Stored entries

-- Opening Marker --

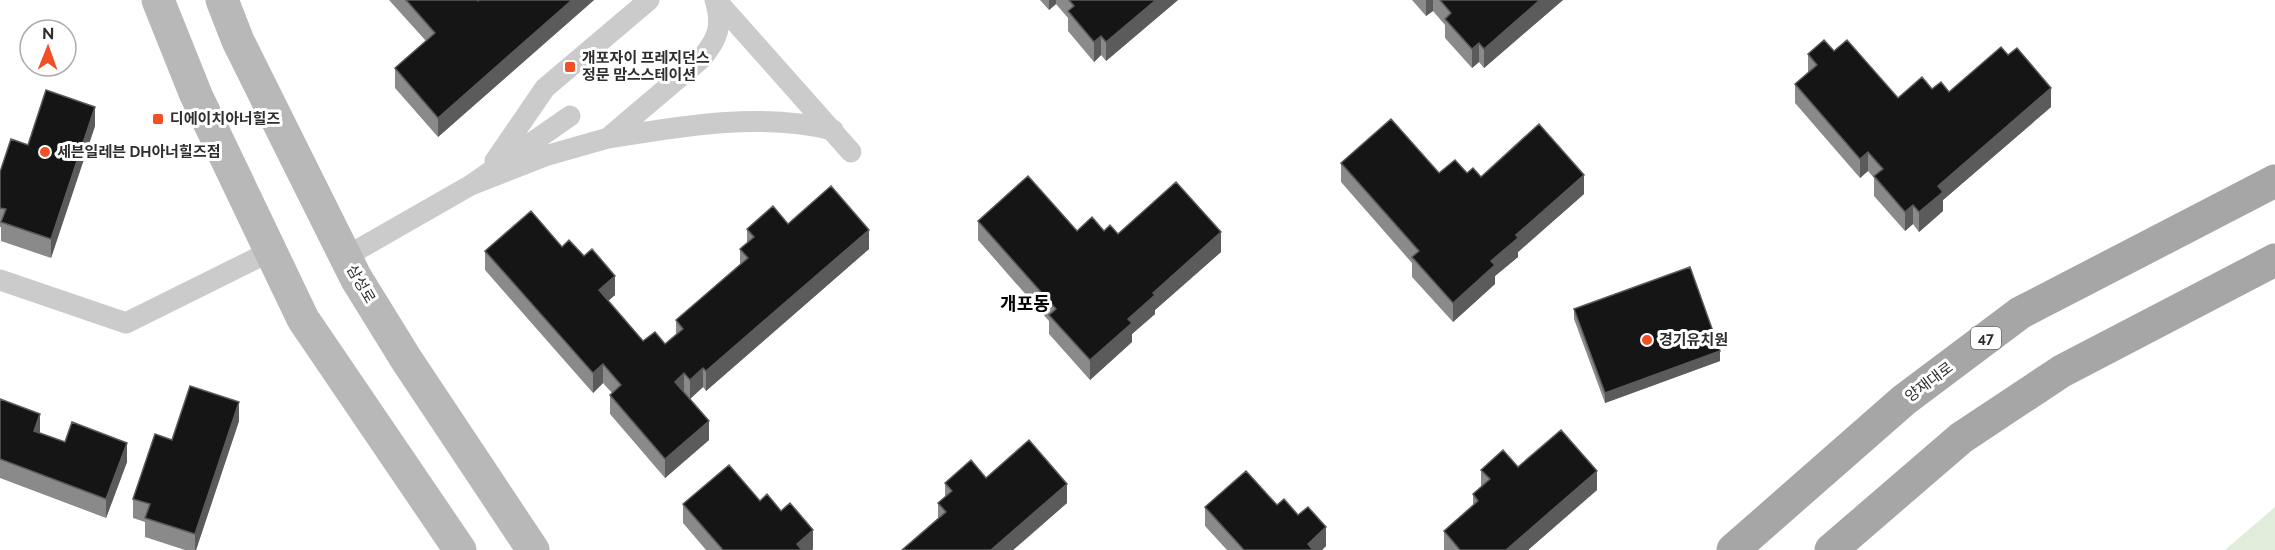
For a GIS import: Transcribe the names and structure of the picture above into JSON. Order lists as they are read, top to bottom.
{
  "streets": {
    "main road": ["삼성로", "47", "양재대로"]
  },
  "districts": ["개포동"],
  "places": {
    "transit": ["개포자이 프레지던스 정문 맘스스테이션", "디에이치아너힐즈"],
    "other": ["세븐일레븐 DH아너힐즈점", "경기유치원"]
  },
  "north": "top"
}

-- Closing Marker --

-- PROBLEM TO SOLVE --
Each entry needs to be retyped exactly; the pictures stay out.

-- OUTPUT BELOW --
For a GIS import: Transcribe the names and structure of the picture above into JSON. Order lists as they are read, top to bottom.
{
  "streets": {
    "main road": ["삼성로", "47", "양재대로"]
  },
  "districts": ["개포동"],
  "places": {
    "transit": ["개포자이 프레지던스 정문 맘스스테이션", "디에이치아너힐즈"],
    "other": ["세븐일레븐 DH아너힐즈점", "경기유치원"]
  },
  "north": "top"
}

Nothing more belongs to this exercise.